Tense

Unknown
Policing Future

Much talk at the moment about the future of policing.

Amongst the headlines and proposals:

  • New recruitment processes

  • New entry routes (three of them - and much animated talk about degrees)

  • New approaches to assessment and professional development

  • New role profiles

  • New Licences to Practice

  • New ideas about pay and reward - including the introduction of Accredited Practitioners

  • New submissions to the Pay Review Body


And then there are the ever-new challenges of technology, of cross border criminality, of international terrorism - and of the complete unknown.
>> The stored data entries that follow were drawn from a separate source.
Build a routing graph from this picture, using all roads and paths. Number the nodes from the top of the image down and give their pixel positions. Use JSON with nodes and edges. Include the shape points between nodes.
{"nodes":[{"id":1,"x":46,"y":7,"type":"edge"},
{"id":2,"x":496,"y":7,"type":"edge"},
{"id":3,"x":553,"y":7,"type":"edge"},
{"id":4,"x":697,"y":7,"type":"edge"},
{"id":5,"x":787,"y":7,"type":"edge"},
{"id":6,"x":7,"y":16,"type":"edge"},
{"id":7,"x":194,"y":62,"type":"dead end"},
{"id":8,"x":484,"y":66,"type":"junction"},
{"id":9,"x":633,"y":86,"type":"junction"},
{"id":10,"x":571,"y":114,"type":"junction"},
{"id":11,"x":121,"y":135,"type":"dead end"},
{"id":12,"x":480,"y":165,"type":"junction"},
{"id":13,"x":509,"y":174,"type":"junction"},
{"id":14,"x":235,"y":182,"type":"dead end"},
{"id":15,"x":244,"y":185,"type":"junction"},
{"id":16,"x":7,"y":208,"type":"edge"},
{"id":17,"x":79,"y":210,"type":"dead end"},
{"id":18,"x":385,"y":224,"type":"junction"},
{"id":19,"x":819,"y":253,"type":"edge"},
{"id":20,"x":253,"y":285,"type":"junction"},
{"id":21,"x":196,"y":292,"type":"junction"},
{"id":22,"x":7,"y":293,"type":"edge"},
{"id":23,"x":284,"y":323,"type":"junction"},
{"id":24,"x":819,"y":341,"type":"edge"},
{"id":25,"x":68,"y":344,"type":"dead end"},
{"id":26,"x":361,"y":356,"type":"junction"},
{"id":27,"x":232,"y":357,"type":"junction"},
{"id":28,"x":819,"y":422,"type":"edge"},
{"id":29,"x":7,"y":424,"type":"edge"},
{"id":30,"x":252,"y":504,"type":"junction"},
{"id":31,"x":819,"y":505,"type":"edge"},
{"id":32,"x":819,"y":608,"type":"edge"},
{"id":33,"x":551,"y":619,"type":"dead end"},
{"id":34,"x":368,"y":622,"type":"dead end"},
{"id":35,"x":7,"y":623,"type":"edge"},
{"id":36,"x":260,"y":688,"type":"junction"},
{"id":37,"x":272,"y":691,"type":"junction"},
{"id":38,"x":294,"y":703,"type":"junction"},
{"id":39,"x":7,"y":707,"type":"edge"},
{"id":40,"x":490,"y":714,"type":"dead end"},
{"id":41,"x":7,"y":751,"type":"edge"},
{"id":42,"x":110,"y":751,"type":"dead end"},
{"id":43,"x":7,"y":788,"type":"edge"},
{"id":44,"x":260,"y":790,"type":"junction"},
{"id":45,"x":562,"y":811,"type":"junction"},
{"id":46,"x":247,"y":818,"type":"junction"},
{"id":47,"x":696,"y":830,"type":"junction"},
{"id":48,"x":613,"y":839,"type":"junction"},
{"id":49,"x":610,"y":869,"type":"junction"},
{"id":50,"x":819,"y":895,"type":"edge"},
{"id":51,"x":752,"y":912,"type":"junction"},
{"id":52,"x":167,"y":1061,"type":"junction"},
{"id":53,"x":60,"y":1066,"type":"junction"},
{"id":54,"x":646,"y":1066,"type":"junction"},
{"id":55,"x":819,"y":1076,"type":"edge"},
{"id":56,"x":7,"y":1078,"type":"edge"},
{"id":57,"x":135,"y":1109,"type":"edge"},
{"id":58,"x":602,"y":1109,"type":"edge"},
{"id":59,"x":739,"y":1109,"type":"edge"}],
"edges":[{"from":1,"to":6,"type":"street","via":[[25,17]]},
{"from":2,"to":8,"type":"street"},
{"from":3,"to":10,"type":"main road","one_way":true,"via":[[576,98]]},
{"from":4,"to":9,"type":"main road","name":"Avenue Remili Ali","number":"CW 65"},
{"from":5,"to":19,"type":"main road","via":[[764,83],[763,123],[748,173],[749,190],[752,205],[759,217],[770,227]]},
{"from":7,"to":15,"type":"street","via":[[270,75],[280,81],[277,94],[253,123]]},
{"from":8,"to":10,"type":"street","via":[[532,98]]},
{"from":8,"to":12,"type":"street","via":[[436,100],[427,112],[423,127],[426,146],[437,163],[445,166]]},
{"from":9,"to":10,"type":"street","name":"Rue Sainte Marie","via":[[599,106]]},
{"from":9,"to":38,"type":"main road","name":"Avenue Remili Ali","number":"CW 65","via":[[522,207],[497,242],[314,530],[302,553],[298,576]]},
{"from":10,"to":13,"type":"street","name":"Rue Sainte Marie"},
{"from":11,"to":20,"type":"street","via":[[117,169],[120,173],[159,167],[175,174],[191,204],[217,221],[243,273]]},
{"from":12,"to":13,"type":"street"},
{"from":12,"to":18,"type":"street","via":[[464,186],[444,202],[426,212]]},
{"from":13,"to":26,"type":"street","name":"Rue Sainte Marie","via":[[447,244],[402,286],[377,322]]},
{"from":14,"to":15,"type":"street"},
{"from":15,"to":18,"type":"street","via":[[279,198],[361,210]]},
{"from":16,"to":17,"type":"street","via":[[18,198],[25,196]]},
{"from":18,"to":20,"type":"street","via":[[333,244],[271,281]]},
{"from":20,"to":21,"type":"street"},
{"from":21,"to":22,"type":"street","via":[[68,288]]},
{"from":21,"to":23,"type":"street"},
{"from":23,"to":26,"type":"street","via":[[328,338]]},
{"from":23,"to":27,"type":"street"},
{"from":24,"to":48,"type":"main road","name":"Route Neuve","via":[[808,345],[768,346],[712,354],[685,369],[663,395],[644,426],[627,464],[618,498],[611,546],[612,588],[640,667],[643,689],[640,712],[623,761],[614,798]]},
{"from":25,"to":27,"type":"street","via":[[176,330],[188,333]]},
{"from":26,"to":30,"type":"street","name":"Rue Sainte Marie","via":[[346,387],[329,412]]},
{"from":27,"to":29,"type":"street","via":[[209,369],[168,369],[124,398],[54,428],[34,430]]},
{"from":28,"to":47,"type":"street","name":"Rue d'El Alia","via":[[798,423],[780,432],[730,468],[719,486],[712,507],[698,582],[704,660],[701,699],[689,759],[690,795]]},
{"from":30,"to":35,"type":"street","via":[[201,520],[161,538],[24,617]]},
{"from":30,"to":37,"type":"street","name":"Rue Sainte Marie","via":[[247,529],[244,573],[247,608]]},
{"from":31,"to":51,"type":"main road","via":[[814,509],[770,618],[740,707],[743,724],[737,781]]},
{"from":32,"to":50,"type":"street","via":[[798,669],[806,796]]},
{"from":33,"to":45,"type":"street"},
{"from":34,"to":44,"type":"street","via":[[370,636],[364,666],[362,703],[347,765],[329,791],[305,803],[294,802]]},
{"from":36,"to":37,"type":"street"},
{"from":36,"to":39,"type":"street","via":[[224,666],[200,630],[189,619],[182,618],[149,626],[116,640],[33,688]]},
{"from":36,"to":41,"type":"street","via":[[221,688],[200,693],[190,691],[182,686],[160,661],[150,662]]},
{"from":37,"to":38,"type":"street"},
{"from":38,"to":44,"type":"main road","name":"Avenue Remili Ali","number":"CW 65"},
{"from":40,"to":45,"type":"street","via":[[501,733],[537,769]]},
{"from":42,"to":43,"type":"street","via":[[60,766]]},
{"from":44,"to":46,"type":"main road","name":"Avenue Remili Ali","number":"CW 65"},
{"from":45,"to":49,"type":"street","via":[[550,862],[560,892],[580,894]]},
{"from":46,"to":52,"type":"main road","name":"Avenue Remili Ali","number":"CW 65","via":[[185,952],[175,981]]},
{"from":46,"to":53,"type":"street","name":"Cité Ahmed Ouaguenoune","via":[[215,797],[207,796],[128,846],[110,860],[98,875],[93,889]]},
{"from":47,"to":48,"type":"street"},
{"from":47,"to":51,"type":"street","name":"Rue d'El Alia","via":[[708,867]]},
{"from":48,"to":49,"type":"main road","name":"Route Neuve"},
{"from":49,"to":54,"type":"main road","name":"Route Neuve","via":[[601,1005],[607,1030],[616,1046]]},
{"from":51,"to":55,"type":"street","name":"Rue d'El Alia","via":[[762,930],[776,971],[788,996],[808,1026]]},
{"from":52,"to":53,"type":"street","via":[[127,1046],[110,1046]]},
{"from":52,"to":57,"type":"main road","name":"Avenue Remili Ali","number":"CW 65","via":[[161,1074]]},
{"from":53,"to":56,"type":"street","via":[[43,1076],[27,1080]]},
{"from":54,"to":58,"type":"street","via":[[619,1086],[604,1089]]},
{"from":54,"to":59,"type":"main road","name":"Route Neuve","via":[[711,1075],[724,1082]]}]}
All the while, police officers of the immediate future will be expected to deal with the long term costs to society of short term cuts to frontline services.

But there is a danger that all this talk of ‘policing future’ sidelines the very pressing concerns of ‘policing present’.

Policing Present

It’s been said before, but it bears repeating:

  • Crime is rising - particularly crime of the most serious kinds

  • Demand is rising - not least as a consequence of the gaping holes that have appeared in the delivery of other critical public services

  • Complexity is rising - as crime crosses frontiers both geographic and digital

  • Risk is rising - and every officer remains an explicit terrorist target.


Just as money and police numbers are falling to levels not seen in a long, long time.

In the midst of all this, the pace and scale of change has been absolutely relentless: in the view of many, too much, too quickly and not all of it for the better.

We now have fewer people, with fewer resources, doing a job that is more difficult, more demanding and, frequently, more dangerous than it has ever been before.

But there are still more than 120,000 of them out there: the everyday heroes and heroines who police our streets. And, amongst the talk of degrees and detectives and direct entry, we need to be doing a whole lot more to invest in and look after and celebrate the people who are already there. The people who are policing.

Policing Past

Then there’s policing past.

And really, the heart and soul of policing hasn’t changed in almost 200 years. It’s still about saving lives, finding the lost, comforting the broken, defending the weak, protecting the vulnerable, confronting the dangerous, risking it all.

There are a handful of fundamental qualities that have always marked out the best police officers:

  • Courage

  • Compassion

  • Communication Skills

  • Common Sense


These are the things that never change - that you cannot put a price on and that we cannot afford to be without. These are the things that make policing extraordinary. These are the things that make the best police officers the very best that people can be.